Khan of Shaki
- Reign: 1743 – 1755
- Successor: Aghakishi beg
- Born: Chalabi 1703 Nukha, Safavid Empire
- Died: 1755 (aged 51–52)
- House: House of Black Monk
- Father: Qurban beg

= Haji Chalabi Khan =

Haji Chalabi Khan (1703 – 1755), was a statesman, warlord, ruler and founder of Shaki Khanate.

==Origin==
Born to a certain landlord Gurban beg during the reign of Sultan Husayn in 1703, he was of noble birth. Biographer Haji Seyid Abdulhamid mentions him as a 7th generation descendant of Darvish Mohammad Khan, last khan of Shaki before Safavid Invasion of Shirvan. Petrushevsky also thought of him being either Udi or Armenian origin. There are also some indications that he may have been descended from Shirvanshahs.

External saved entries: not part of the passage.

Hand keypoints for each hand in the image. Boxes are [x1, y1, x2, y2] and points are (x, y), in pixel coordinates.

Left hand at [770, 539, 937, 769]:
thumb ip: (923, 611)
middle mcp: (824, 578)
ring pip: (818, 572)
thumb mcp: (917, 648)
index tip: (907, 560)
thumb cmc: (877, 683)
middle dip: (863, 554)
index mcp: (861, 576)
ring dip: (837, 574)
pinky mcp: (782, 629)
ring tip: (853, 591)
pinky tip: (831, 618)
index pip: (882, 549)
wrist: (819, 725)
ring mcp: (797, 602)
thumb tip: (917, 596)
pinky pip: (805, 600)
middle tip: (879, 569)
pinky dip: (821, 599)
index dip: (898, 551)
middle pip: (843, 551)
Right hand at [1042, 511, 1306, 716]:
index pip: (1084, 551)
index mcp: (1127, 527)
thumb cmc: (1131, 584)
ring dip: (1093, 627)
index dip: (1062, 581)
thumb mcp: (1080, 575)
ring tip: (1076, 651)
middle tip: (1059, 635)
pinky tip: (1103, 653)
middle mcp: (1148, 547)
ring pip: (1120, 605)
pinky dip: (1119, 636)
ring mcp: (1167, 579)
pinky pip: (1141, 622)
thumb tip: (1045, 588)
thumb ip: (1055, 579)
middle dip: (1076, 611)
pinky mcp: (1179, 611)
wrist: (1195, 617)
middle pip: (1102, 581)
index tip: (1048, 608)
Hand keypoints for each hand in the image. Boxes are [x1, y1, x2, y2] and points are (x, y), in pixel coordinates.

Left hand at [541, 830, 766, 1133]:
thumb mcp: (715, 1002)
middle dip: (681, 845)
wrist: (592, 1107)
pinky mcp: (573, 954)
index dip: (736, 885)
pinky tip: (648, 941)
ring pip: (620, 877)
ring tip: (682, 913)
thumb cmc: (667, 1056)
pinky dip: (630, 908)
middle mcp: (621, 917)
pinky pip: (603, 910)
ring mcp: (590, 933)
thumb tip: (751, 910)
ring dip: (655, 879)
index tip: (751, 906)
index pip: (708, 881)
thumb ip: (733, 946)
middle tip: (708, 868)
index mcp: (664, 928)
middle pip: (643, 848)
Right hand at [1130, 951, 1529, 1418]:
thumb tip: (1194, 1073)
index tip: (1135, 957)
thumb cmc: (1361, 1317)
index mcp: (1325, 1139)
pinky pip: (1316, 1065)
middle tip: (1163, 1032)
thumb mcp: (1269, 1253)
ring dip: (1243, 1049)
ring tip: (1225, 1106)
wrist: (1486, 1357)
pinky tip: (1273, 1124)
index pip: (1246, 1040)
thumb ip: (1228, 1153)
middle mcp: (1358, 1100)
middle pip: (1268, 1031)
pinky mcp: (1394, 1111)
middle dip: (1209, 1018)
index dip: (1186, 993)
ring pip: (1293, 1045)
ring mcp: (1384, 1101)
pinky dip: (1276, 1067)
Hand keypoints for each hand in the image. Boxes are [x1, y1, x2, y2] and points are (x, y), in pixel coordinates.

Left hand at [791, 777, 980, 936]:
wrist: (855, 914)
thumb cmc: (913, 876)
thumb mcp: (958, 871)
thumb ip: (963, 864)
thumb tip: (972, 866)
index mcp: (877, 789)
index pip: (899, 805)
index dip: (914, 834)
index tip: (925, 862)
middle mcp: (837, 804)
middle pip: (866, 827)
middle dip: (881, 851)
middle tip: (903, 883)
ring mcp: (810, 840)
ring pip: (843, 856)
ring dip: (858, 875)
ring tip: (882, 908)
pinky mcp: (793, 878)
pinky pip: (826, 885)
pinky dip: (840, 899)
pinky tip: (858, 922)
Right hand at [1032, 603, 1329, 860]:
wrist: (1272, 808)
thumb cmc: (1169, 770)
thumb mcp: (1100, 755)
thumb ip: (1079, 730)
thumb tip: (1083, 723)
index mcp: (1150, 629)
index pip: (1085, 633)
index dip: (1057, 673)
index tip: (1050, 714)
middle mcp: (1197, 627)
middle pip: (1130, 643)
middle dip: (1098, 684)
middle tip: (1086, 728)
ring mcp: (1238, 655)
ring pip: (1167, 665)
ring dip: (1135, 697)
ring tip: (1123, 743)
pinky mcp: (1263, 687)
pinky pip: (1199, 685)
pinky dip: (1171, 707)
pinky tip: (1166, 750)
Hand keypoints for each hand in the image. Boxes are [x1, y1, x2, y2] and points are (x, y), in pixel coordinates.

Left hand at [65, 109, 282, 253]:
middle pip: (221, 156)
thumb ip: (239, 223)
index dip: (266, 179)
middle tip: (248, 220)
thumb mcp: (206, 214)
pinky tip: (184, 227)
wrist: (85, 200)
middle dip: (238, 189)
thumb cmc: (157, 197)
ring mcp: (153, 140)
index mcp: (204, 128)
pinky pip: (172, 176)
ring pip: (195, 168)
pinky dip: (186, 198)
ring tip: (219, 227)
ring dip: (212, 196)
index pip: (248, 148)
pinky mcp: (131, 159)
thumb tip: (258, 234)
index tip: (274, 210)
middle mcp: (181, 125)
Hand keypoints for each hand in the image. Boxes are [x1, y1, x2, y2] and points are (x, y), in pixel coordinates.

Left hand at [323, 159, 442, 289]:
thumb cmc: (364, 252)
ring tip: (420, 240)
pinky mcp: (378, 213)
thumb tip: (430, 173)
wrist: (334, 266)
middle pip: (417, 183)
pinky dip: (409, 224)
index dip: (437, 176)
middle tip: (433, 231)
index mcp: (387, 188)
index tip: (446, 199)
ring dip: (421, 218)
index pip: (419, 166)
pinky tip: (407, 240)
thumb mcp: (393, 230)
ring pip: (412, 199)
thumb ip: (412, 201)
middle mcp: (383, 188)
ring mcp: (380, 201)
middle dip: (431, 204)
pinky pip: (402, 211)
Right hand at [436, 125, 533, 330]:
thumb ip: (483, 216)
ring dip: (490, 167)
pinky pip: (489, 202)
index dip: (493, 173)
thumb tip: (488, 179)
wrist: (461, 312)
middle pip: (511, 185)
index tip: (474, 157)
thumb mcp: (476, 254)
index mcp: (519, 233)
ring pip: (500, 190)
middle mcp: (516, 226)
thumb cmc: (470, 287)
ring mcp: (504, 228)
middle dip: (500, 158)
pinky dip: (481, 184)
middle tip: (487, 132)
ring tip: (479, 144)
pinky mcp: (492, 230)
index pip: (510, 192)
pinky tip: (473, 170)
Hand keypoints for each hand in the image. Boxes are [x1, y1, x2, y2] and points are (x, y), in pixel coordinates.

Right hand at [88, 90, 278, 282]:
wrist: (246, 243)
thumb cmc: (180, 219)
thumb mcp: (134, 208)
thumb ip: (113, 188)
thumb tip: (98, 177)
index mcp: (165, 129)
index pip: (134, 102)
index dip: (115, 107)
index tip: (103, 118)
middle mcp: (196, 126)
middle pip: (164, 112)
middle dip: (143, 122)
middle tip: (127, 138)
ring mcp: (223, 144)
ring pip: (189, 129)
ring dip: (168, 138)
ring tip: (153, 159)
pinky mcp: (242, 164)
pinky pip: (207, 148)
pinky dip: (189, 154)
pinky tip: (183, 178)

== Rebellion against Nader Shah ==
He was supported by locals in opposition to corrupt Afsharid appointed viceroy Malik Najaf. His name was frequently mentioned in annals regarding to Nader Shah's Dagestan campaign. He was confirmed by Nader as an overseer to check corruption of Malik Najaf. However viceroy protested against it, causing locals to rebel. In course of rebellion, despite losing 500 families to Nader, Chalabi managed to murder Malik Najaf in 1743. To punish disobedience, Nader attacked Shaki in 1744 and sieged the Galarsan-Gorarsan fortress where Haji Chalabi took refuge. The name of the fortress Gələrsən Görərsən which means in Azerbaijani language "Come and see" derives from the historic episode related to the siege. When Nader Shah sent an ultimatum to surrender, Chalabi sent a response letter saying "Come and see". Outraged shah ordered to destroy the rest of the town. He successfully defended against a second attack from Nader in February 1745. However he submitted to Nader in March 1746, asking for forgiveness. Nader approved his submission and forgave him, appointing Malik Najaf's nephew Malik Jafar as new governor and Haji Chalabi as his overseer.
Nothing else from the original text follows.